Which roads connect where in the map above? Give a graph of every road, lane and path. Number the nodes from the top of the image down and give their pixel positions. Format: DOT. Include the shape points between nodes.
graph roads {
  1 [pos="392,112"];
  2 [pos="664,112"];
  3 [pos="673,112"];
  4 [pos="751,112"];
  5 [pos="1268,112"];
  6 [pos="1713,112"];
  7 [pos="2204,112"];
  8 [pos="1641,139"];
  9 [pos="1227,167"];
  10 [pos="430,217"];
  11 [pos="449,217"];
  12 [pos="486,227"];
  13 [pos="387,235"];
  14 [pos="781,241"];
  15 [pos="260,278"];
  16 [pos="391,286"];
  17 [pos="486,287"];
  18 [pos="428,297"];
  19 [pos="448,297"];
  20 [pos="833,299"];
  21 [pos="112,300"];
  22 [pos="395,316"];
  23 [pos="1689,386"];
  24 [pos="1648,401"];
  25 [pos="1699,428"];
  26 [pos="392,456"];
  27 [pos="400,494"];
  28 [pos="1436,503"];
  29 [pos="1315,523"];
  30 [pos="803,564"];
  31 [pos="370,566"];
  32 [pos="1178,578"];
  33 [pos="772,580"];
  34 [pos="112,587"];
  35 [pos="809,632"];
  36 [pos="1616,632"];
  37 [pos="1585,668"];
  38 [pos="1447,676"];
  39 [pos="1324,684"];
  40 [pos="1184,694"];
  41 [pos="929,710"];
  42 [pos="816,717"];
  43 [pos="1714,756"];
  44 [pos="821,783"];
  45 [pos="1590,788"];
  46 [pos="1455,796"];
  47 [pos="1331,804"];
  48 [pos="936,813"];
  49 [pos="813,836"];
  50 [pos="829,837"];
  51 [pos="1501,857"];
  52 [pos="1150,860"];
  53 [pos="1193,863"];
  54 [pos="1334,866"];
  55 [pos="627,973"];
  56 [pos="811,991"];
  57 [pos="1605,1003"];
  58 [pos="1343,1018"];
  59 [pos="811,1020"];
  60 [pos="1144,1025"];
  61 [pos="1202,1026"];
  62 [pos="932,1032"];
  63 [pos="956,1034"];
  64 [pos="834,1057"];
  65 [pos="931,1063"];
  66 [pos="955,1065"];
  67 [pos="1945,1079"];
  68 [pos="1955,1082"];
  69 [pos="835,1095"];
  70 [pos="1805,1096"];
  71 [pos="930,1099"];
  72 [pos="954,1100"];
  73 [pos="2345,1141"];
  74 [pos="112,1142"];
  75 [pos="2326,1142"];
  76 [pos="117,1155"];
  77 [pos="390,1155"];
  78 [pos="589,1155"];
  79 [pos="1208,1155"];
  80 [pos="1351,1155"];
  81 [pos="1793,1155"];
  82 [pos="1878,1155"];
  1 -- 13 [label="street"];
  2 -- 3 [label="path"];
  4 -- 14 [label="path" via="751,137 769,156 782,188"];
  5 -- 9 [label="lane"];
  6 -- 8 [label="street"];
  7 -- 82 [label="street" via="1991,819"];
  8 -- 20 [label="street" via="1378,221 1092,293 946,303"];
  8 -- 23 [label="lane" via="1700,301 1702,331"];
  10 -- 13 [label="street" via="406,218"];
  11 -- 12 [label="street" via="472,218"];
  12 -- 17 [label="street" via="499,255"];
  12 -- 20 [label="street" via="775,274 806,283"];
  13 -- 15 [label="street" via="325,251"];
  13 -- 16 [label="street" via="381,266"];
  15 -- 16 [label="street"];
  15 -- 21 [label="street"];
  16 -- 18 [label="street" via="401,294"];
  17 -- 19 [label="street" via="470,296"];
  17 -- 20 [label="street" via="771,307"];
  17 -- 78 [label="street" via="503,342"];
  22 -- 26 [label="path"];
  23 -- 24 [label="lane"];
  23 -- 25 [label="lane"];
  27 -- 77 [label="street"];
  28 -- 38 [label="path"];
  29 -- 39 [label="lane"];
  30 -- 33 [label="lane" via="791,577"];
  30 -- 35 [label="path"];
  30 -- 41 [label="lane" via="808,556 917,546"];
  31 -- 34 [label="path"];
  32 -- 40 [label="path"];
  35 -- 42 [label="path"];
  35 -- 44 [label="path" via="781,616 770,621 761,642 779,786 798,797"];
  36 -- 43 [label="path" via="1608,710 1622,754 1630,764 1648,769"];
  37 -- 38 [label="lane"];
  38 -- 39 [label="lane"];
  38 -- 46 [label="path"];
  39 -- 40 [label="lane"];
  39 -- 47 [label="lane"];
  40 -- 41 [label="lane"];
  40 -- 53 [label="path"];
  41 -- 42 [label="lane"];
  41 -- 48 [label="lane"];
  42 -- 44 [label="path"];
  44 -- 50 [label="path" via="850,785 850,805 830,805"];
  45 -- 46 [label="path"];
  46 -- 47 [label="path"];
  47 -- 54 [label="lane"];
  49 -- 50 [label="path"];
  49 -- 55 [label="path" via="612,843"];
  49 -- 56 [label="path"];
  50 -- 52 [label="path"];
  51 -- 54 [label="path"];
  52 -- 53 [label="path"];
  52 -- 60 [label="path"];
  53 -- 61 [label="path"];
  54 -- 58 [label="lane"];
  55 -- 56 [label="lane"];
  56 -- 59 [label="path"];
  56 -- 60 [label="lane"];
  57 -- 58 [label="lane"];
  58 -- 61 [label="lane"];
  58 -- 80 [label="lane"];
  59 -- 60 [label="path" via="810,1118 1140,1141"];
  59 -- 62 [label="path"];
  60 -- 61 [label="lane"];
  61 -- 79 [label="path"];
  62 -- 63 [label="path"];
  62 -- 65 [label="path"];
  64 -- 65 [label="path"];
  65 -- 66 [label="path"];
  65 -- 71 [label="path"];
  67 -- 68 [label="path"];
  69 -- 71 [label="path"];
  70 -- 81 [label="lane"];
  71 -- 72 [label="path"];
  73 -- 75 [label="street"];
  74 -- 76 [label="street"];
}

────────

→ **Task instructions**: Copy each line above that contains the string "graph".

→ **Output for this task**:
Which roads connect where in the map above? Give a graph of every road, lane and path. Number the nodes from the top of the image down and give their pixel positions. Format: DOT. Include the shape points between nodes.
graph roads {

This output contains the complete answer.